Your task is to copy each line of the listing that contains the word "Kapteinvegen".

-=-=-=-=-

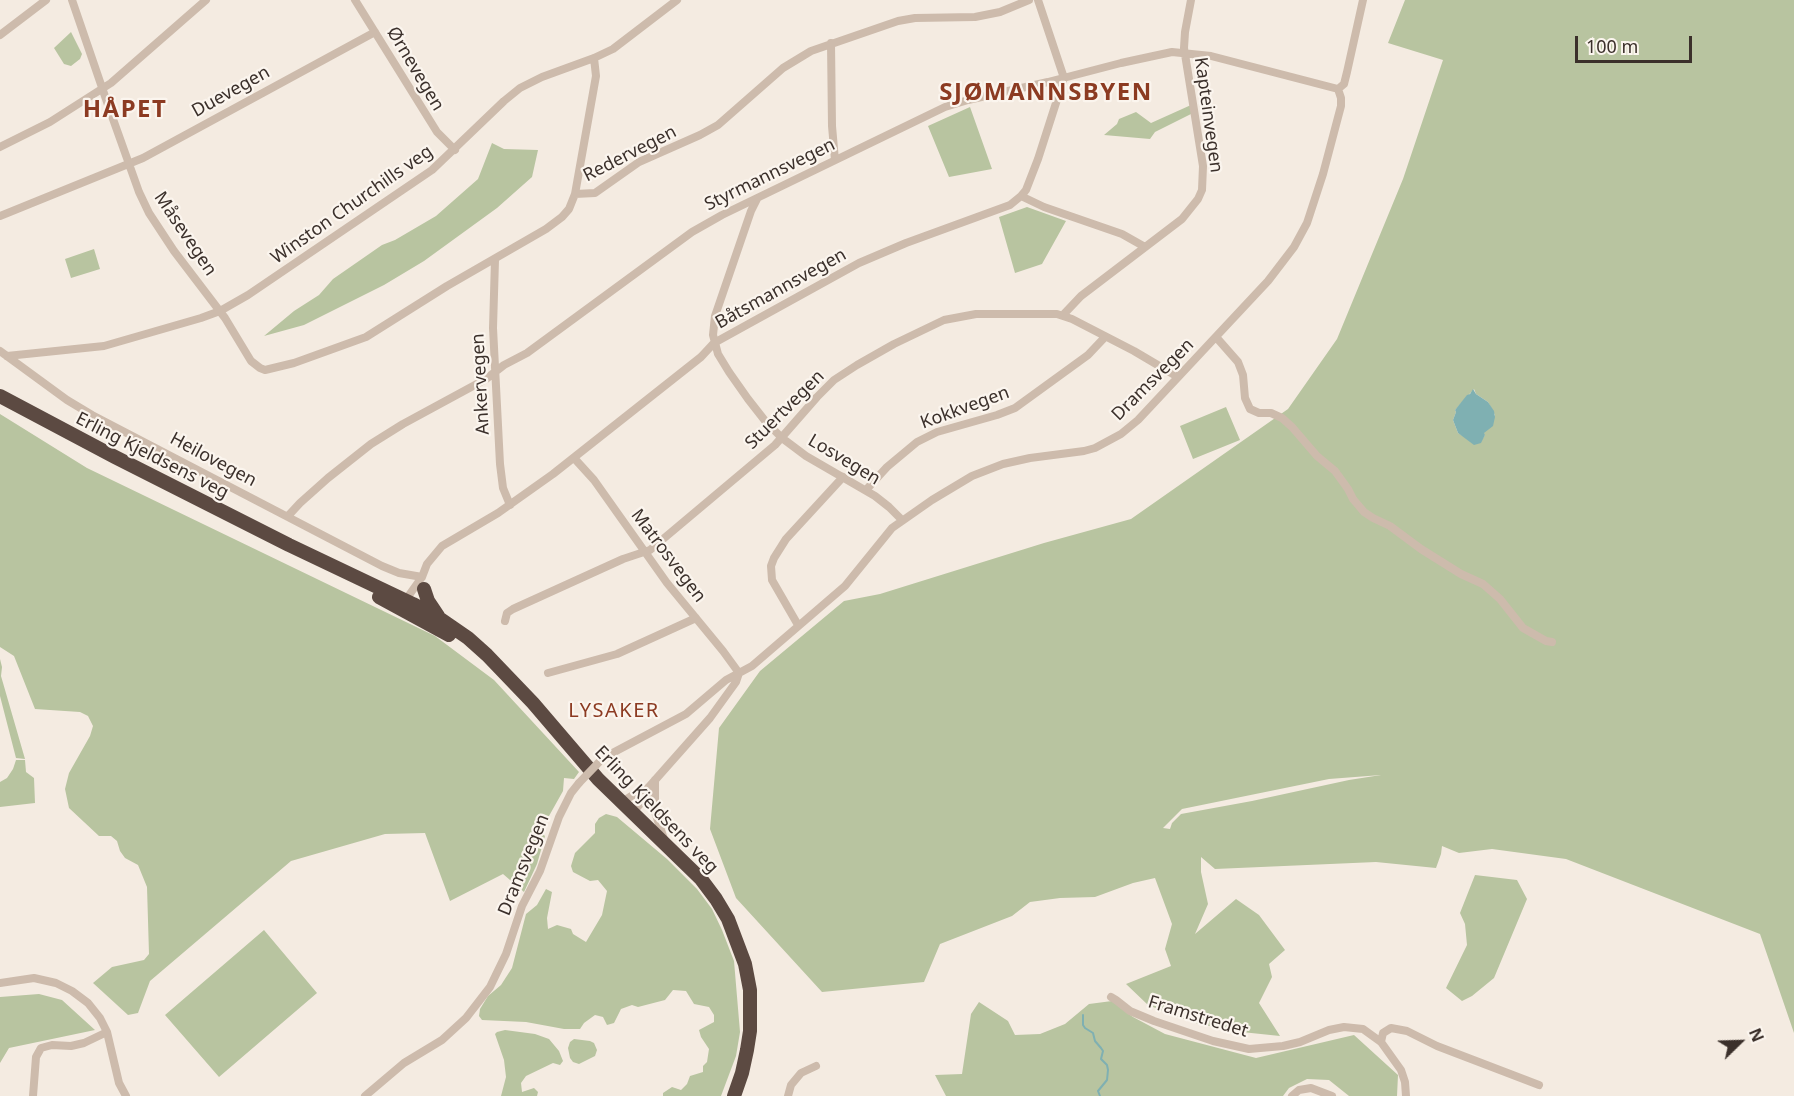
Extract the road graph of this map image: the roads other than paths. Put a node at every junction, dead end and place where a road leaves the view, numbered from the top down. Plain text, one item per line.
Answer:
1 (46, 0) edge
2 (72, 0) edge
3 (206, 0) edge
4 (355, 0) edge
5 (677, 0) edge
6 (1029, 0) edge
7 (1038, 0) edge
8 (1191, 0) edge
9 (1363, 0) edge
10 (375, 32) junction
11 (0, 35) edge
12 (831, 43) junction
13 (1184, 52) junction
14 (594, 58) junction
15 (1064, 78) junction
16 (102, 89) junction
17 (1338, 89) junction
18 (0, 147) edge
19 (454, 150) junction
20 (835, 160) junction
21 (129, 163) junction
22 (575, 194) junction
23 (1021, 196) junction
24 (758, 199) junction
25 (0, 216) edge
26 (1145, 247) junction
27 (495, 260) junction
28 (220, 311) junction
29 (1063, 315) junction
30 (1105, 337) junction
31 (1216, 337) junction
32 (714, 343) junction
33 (3, 354) edge
34 (496, 372) junction
35 (1178, 377) junction
36 (0, 396) edge
37 (782, 438) junction
38 (573, 458) junction
39 (843, 477) junction
40 (866, 490) junction
41 (510, 505) junction
42 (288, 516) junction
43 (902, 520) junction
44 (645, 552) junction
45 (423, 583) junction
46 (409, 605) junction
47 (439, 618) junction
48 (696, 618) junction
49 (505, 621) dead end
50 (798, 625) junction
51 (1552, 642) dead end
52 (739, 673) junction
53 (504, 674) junction
54 (548, 674) dead end
55 (655, 780) junction
56 (648, 788) junction
57 (622, 802) junction
58 (633, 812) junction
59 (665, 843) junction
60 (0, 983) edge
61 (1111, 997) dead end
62 (107, 1032) junction
63 (1382, 1042) junction
64 (816, 1066) dead end
65 (1539, 1085) dead end
66 (33, 1096) edge
67 (126, 1096) edge
68 (365, 1096) edge
69 (734, 1096) edge
70 (788, 1096) edge
71 (1292, 1096) edge
72 (1332, 1096) edge
73 (1406, 1096) edge

1 - 11 street
2 - 16 street, Måsevegen
3 - 16 street
4 - 10 street, Ørnevegen
5 - 14 street, Winston Churchills veg
6 - 12 street, Redervegen
7 - 15 street
8 - 13 street, Kapteinvegen
9 - 17 street, Dramsvegen
10 - 19 street, Ørnevegen
10 - 21 street, Duevegen
12 - 20 street
12 - 22 street, Redervegen
13 - 15 street, Styrmannsvegen
13 - 17 street, Styrmannsvegen
13 - 26 street, Kapteinvegen
14 - 19 street, Winston Churchills veg
14 - 22 street
15 - 20 street, Styrmannsvegen
15 - 23 street
16 - 18 street
16 - 21 street, Måsevegen
17 - 31 street, Dramsvegen
19 - 28 street, Winston Churchills veg
20 - 24 street, Styrmannsvegen
21 - 25 street, Duevegen
21 - 28 street, Måsevegen
22 - 27 street, Redervegen
23 - 26 street
23 - 32 street, Båtsmannsvegen
24 - 32 street
24 - 34 street, Styrmannsvegen
26 - 29 street, Kapteinvegen
27 - 28 street, Redervegen
27 - 34 street, Ankervegen
28 - 33 street, Winston Churchills veg
29 - 30 street, Stuertvegen
29 - 37 street, Stuertvegen
30 - 35 street, Stuertvegen
30 - 40 street, Kokkvegen
31 - 35 street, Dramsvegen
31 - 51 street
32 - 37 street, Losvegen
32 - 38 street, Båtsmannsvegen
33 - 42 street, Heilovegen
34 - 41 street, Ankervegen
34 - 42 street, Styrmannsvegen
35 - 43 street, Dramsvegen
36 - 46 highway, Erling Kjeldsens veg
37 - 39 street, Losvegen
37 - 44 street, Stuertvegen
38 - 41 street, Båtsmannsvegen
38 - 44 street, Matrosvegen
39 - 40 street, Losvegen
39 - 50 street
40 - 43 street, Losvegen
41 - 45 street, Båtsmannsvegen
42 - 45 street, Heilovegen
43 - 50 street, Dramsvegen
44 - 48 street, Matrosvegen
44 - 49 street, Stuertvegen
45 - 46 street, Båtsmannsvegen
45 - 46 street, Båtsmannsvegen
45 - 47 highway
46 - 47 highway, Erling Kjeldsens veg
46 - 53 highway, Erling Kjeldsens veg
47 - 53 highway, Erling Kjeldsens veg
48 - 52 street, Matrosvegen
48 - 54 street
50 - 52 street, Dramsvegen
52 - 55 street, Dramsvegen
52 - 68 street, Dramsvegen, bridge
53 - 57 highway, Erling Kjeldsens veg
55 - 56 street, Dramsvegen
55 - 59 street
56 - 57 street, Dramsvegen
56 - 58 street, Dramsvegen
57 - 58 highway, Erling Kjeldsens veg
58 - 59 highway, Erling Kjeldsens veg
59 - 69 highway, Erling Kjeldsens veg
60 - 62 street
61 - 63 street, Framstredet
62 - 66 street
62 - 67 street
63 - 65 street
63 - 73 street, Framstredet
64 - 70 street
71 - 72 street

-=-=-=-=-

Solution to the exercise:
8 - 13 street, Kapteinvegen
13 - 26 street, Kapteinvegen
26 - 29 street, Kapteinvegen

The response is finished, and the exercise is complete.